Saturday, January 22, 2005

Analysis: New start in the Mid-East?
US President George W Bush has given a ringing endorsement to Ariel Sharon's plan to pull Israeli forces out of the occupied territories and dismantle settlements. Middle East analyst Gerald Butt looks at the prospects for regional peace in the light of the US-Israeli ideas.
In the space of a few hours of talks in Washington, proposals for ending the Arab-Israeli conflict took on a completely new complexion.
For the first time, a plan has been drawn up - not only without Palestinians being consulted, but also with minimal reference to their existence.
Israeli prime minister Ariel Sharon and President George W Bush, in their public statements after agreeing on plans for Israel's disengagement from Gaza and parts of the West Bank, gave the impression that the deal was done and dusted, sweeping aside all previous peace formulas.
But this impression was misleading, even from Israel's perspective.
First Mr Sharon has to win the support of right-wing doubters within his own Likud bloc for his disengagement plans. He will be hoping that Mr Bush's ringing public endorsement of them will make it hard for those on the far right of Likud to reject them.
Any opposition from centre or centre-left parties will be brushed aside by the prime minister.
And Mr Sharon is likely to succeed eventually in pushing the proposals through cabinet and the Knesset.
Unilateral plan
Even after securing broad Israeli support for disengagement, Mr Bush and Mr Sharon will have to tackle the one glaring omission in their agreement: the fact that it was presented as part of a new American vision for the Middle East without input from the Palestinians.
Mr Sharon's answer to this criticism is that the plan was based merely on concerns of security and was being introduced unilaterally because of the vacuum in the peace process.
It could also be argued that the Palestinian Authority, battered and bruised by physical confrontation with Israel, and its morale undermined by critics within its own community, is in no position to raise objections to the latest US-Israeli plan.
Furthermore, the issue has been discussed in meetings between Mr Bush and the leaders of Egypt and Jordan.
But leaving the Palestinians out of the consultation process and imposing an American-backed settlement will serve to undermine still more those who still believe that negotiations offer the only way to a lasting solution.
The Palestinians have democratically elected representatives. By choosing to ignore them, the United States and Israel are cutting them adrift, leaving them stranded and powerless.
At the same time, their exclusion will embolden those Palestinians, along with other Arabs and Muslims, who reject the path of negotiations and argue that the only way to deal with what they regard as the arrogance of Israel and its American backer is with the gun and the suicide bomb.
Future possibilities
Assuming, though, that Mr Sharon presses ahead with his plan, the possibility must be that the Gaza Strip becomes a mini-section of a disjointed Palestinian state, economically impoverished and ringed by the Israeli army which will keep facilities within the territory.

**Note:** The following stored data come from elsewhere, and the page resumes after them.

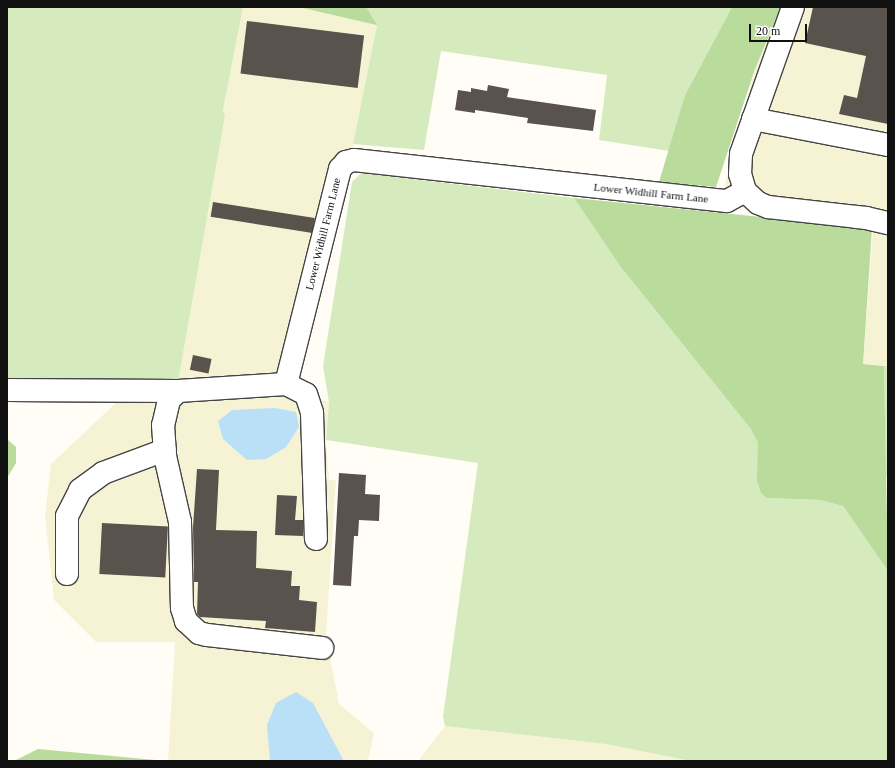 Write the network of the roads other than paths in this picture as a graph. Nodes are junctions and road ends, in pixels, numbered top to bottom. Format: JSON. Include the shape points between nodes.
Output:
{"nodes":[{"id":1,"x":793,"y":7,"type":"edge"},
{"id":2,"x":753,"y":119,"type":"junction"},
{"id":3,"x":888,"y":145,"type":"edge"},
{"id":4,"x":745,"y":191,"type":"junction"},
{"id":5,"x":888,"y":223,"type":"edge"},
{"id":6,"x":286,"y":384,"type":"junction"},
{"id":7,"x":7,"y":390,"type":"edge"},
{"id":8,"x":178,"y":391,"type":"junction"},
{"id":9,"x":165,"y":450,"type":"junction"},
{"id":10,"x":316,"y":539,"type":"dead end"},
{"id":11,"x":67,"y":574,"type":"dead end"},
{"id":12,"x":322,"y":648,"type":"dead end"}],
"edges":[{"from":1,"to":2,"type":"lane"},
{"from":2,"to":3,"type":"lane"},
{"from":2,"to":4,"type":"lane","via":[[741,154],[740,174]]},
{"from":4,"to":5,"type":"lane","via":[[758,203],[768,207],[866,218]]},
{"from":4,"to":6,"type":"lane","name":"Lower Widhill Farm Lane","via":[[727,201],[587,187],[379,161],[346,162],[340,169],[327,211]]},
{"from":6,"to":8,"type":"lane"},
{"from":6,"to":10,"type":"lane","via":[[306,394],[312,413]]},
{"from":7,"to":8,"type":"lane"},
{"from":8,"to":9,"type":"lane","via":[[168,400],[164,411]]},
{"from":9,"to":11,"type":"lane","via":[[103,473],[80,490],[67,516]]},
{"from":9,"to":12,"type":"lane","via":[[180,522],[182,608],[186,621],[199,633],[207,635]]}]} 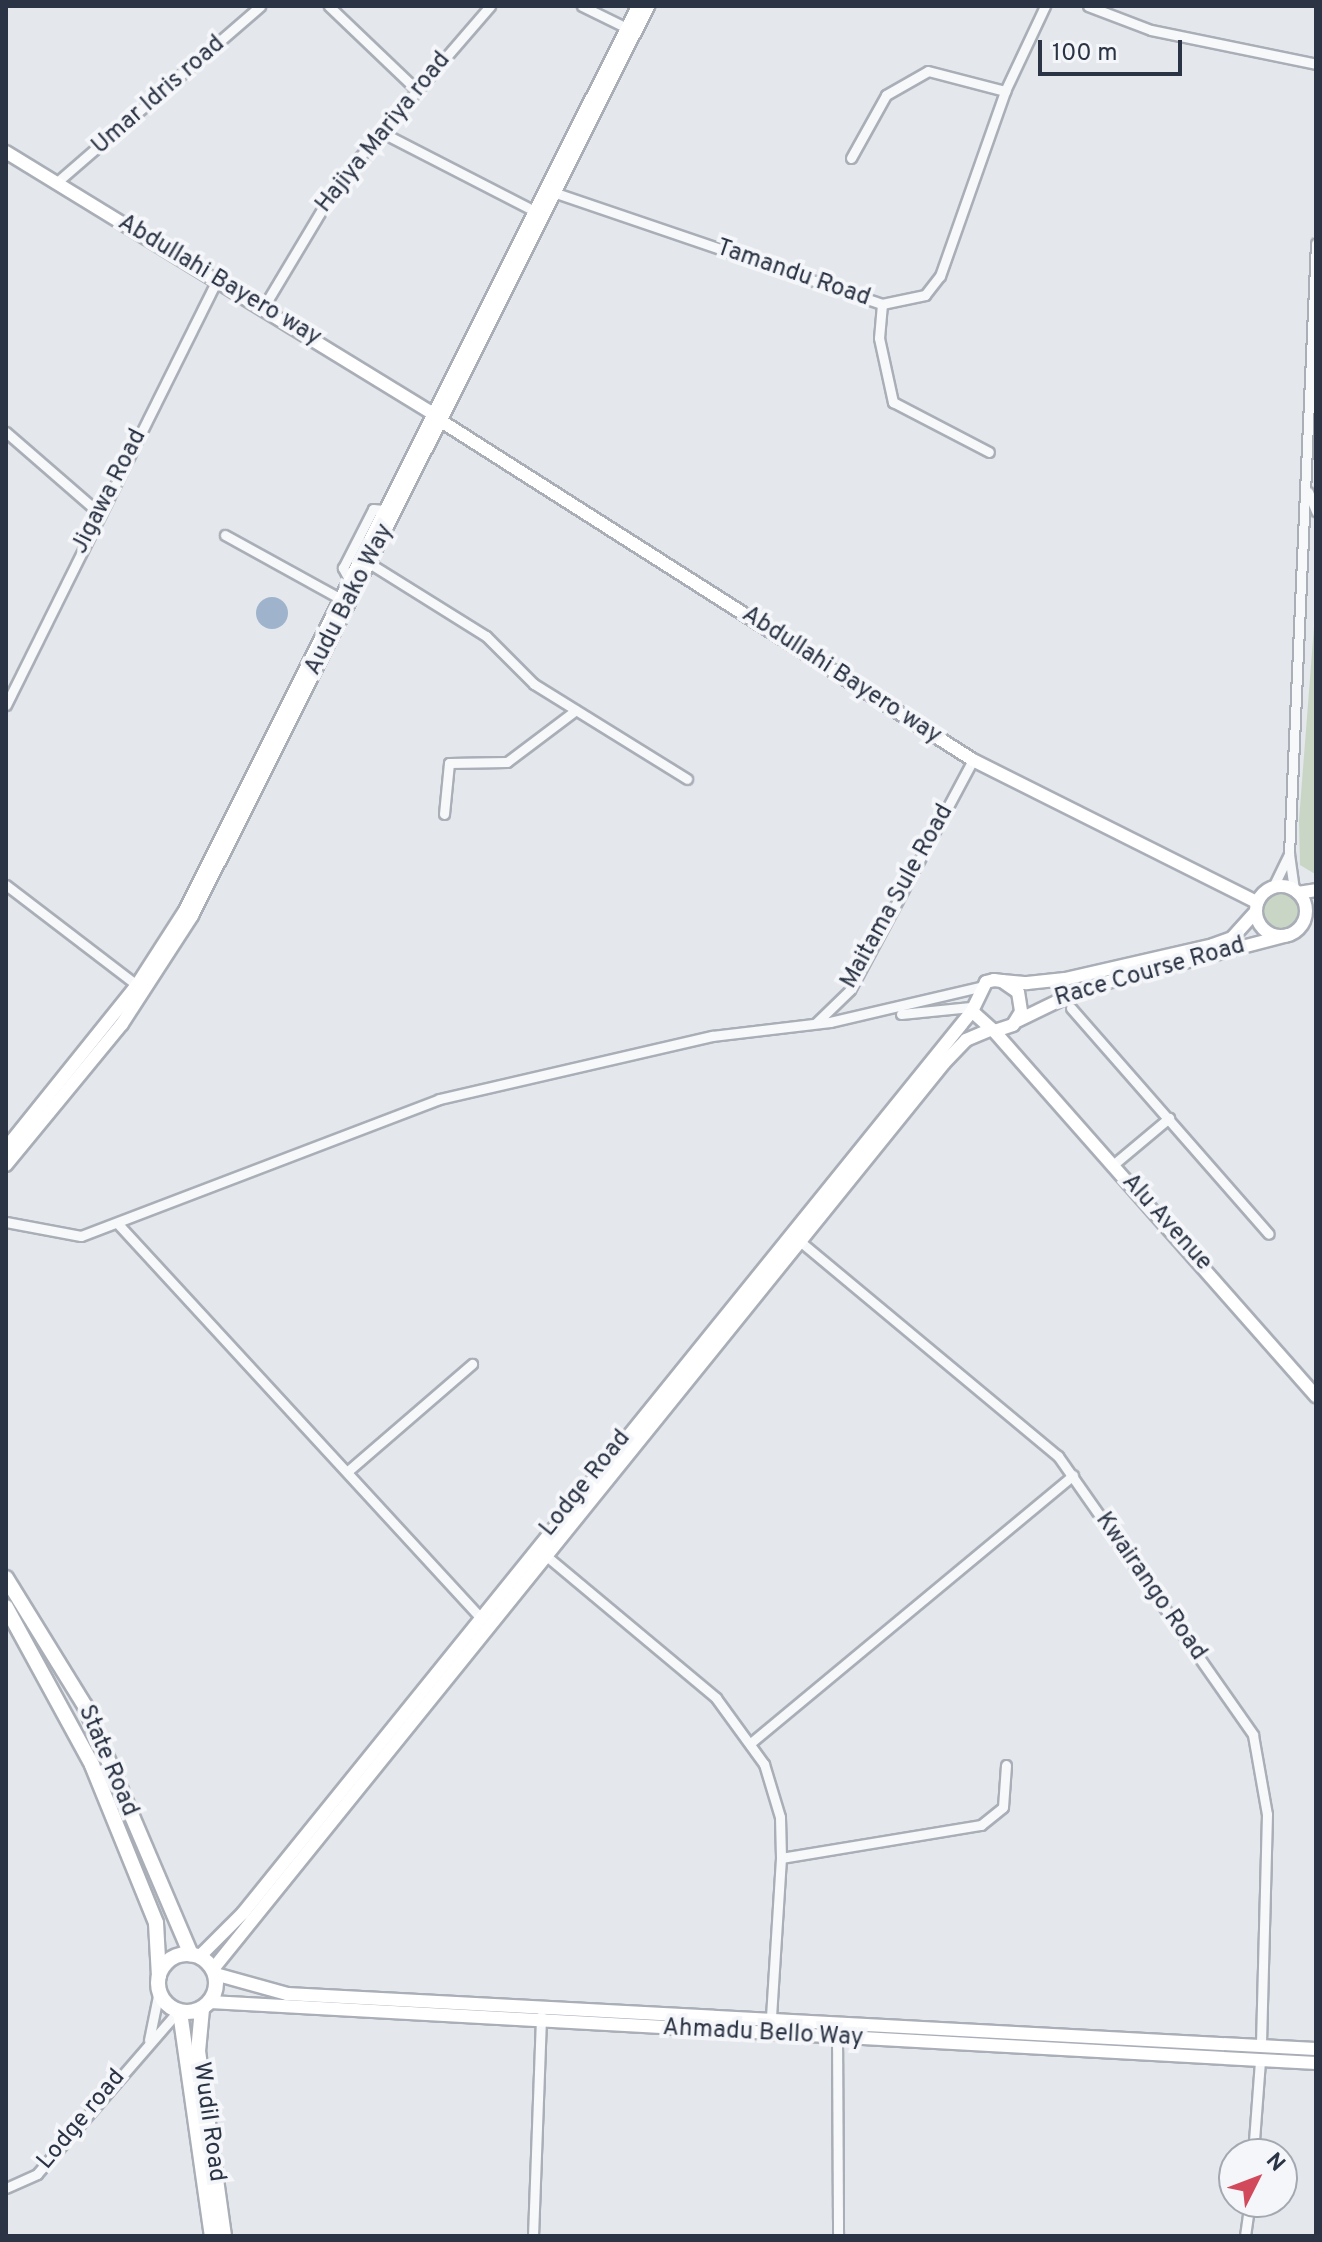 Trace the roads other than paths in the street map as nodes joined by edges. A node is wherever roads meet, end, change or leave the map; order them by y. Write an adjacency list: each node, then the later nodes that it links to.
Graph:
1 (260, 6): 16 (street, Umar Idris road)
2 (329, 6): 11 (street)
3 (490, 6): 11 (street, Hajiya Mariya road)
4 (582, 6): 9 (street)
5 (638, 6): 9 (street, Audu Bako Way)
6 (648, 6): 17 (street, Audu Bako Way)
7 (1045, 6): 12 (street, Tamandu Road)
8 (1088, 6): 10 (street)
9 (627, 28): 17 (street, Audu Bako Way)
10 (1316, 64)
11 (417, 90): 13 (street, Hajiya Mariya road)
12 (1005, 91): 15 (street); 21 (street, Tamandu Road)
13 (381, 132): 18 (street); 22 (street, Hajiya Mariya road)
14 (6, 152): 16 (street, Abdullahi Bayero way)
15 (851, 158)
16 (56, 183): 20 (street, Abdullahi Bayero way)
17 (550, 191): 18 (street, Audu Bako Way); 21 (street, Tamandu Road); 23 (street, Audu Bako Way)
18 (535, 211): 23 (street, Audu Bako Way)
19 (1316, 244): 26 (street)
20 (217, 280): 22 (street, Abdullahi Bayero way); 29 (street, Jigawa Road)
21 (882, 304): 25 (street)
22 (263, 308): 23 (street, Abdullahi Bayero way)
23 (436, 416): 31 (street, Audu Bako Way); 32 (street, Audu Bako Way); 35 (street, Abdullahi Bayero way)
24 (6, 432): 29 (street)
25 (989, 452)
26 (1311, 475): 27 (street)
27 (1306, 488): 28 (street); 38 (street)
28 (1316, 511)
29 (98, 512): 33 (street, Jigawa Road)
30 (225, 535): 32 (street)
31 (369, 563): 34 (street); 60 (street, Audu Bako Way)
32 (339, 598): 48 (street, Audu Bako Way)
33 (6, 705)
34 (576, 710): 36 (street); 37 (street)
35 (973, 760): 43 (street, Abdullahi Bayero way); 54 (street, Maitama Sule Road)
36 (687, 779)
37 (444, 814)
38 (1289, 854): 40 (street); 42 (street)
39 (6, 885): 48 (street)
40 (1273, 887): 42 (street); 43 (street)
41 (1316, 890): 42 (street)
42 (1296, 891): 45 (street)
43 (1256, 906): 46 (street); 47 (street, Race Course Road)
44 (1316, 913): 45 (street)
45 (1304, 920): 46 (street)
46 (1288, 935): 53 (street, Race Course Road)
47 (1002, 981): 49 (street); 53 (street)
48 (137, 985): 58 (street, Audu Bako Way)
49 (979, 987): 51 (street); 52 (street)
50 (1071, 1008): 57 (street)
51 (972, 1009): 52 (street); 55 (street); 72 (street, Lodge Road)
52 (830, 1022): 54 (street)
53 (1013, 1024): 55 (street); 56 (street)
54 (813, 1025): 62 (street)
55 (992, 1030): 56 (street, Alu Avenue); 64 (street, Lodge Road)
56 (1011, 1053): 59 (street, Alu Avenue)
57 (1169, 1118): 59 (street); 63 (street)
58 (6, 1148)
59 (1114, 1164): 66 (street, Alu Avenue)
60 (6, 1165)
61 (6, 1222): 62 (street)
62 (119, 1225): 67 (street)
63 (1269, 1234)
64 (802, 1243): 68 (street, Kwairango Road); 69 (street, Lodge Road)
65 (472, 1364): 67 (street)
66 (1316, 1396)
67 (348, 1471): 72 (street)
68 (1073, 1475): 73 (street); 87 (street, Kwairango Road)
69 (544, 1554): 73 (street); 77 (street, Lodge Road)
70 (6, 1578): 76 (main road, State Road)
71 (6, 1607): 78 (main road, State Road)
72 (479, 1616): 76 (street, Lodge Road)
73 (753, 1741): 75 (street)
74 (1006, 1765): 75 (street)
75 (781, 1858): 83 (street)
76 (195, 1955): 77 (main road); 78 (main road)
77 (214, 1971): 79 (main road); 81 (street, Ahmadu Bello Way)
78 (159, 1984): 80 (main road); 85 (street)
79 (206, 2005): 80 (main road); 81 (street, Ahmadu Bello Way); 92 (main road, Wudil Road)
80 (179, 2011): 85 (street, Lodge road); 91 (main road, Wudil Road)
81 (462, 2011): 82 (street, Ahmadu Bello Way)
82 (541, 2016): 83 (street, Ahmadu Bello Way); 93 (street)
83 (770, 2029): 84 (street, Ahmadu Bello Way)
84 (837, 2033): 87 (street, Ahmadu Bello Way); 94 (street)
85 (149, 2040): 90 (street, Lodge road)
86 (1316, 2049): 87 (street, Ahmadu Bello Way)
87 (1261, 2053): 88 (street, Ahmadu Bello Way); 89 (street, Kwairango Road)
88 (1316, 2063)
89 (1254, 2138)
90 (6, 2188)
91 (212, 2236)
92 (224, 2236)
93 (533, 2236)
94 (838, 2236)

The West Bank, too, would be another, slighter larger, part of the disjointed Palestinian state, playing host to huge Jewish township settlements.
A third possibility that is mentioned from time to time is a bi-national, Israeli Palestinian state incorporating Israel and the West Bank.
But this last idea is flatly rejected by Israel on demographic grounds, with the prospects of Jews becoming a minority in such a state.
And the majority of Palestinians insist on a state comprising, at very least, the pre-1967 Arab-Israeli war boundaries, with Jerusalem as its capital.
The only other option in the foreseeable future, if the Sharon plan were for some reason or other to fail, would be continuation of the status quo.
An end of conflict?
Whatever critics of the Israel prime minister may say, his ideas offer a prospect of the political stalemate being broken.
But, as initial reaction from a wide range of sources, from UN Secretary-General Kofi Annan, to Arab and Islamic leaders, has suggested, imposing a solution may not be in the best interests of the region as a whole.
As EU foreign policy chief Javier Solana said, while Israeli disengagement from Gaza would be welcomed, "final status issues can only be resolved by mutual agreement between the parties."
This latest proposed venture comes at a time when US unilateral action in solving international crises is coming under broad international fire and causing embarrassment for Washington's Arab friends.
So the world might be excused for being less than overwhelmingly enthusiastic, much as Mr Bush and Mr Sharon might like to present it as a done and dusted deal.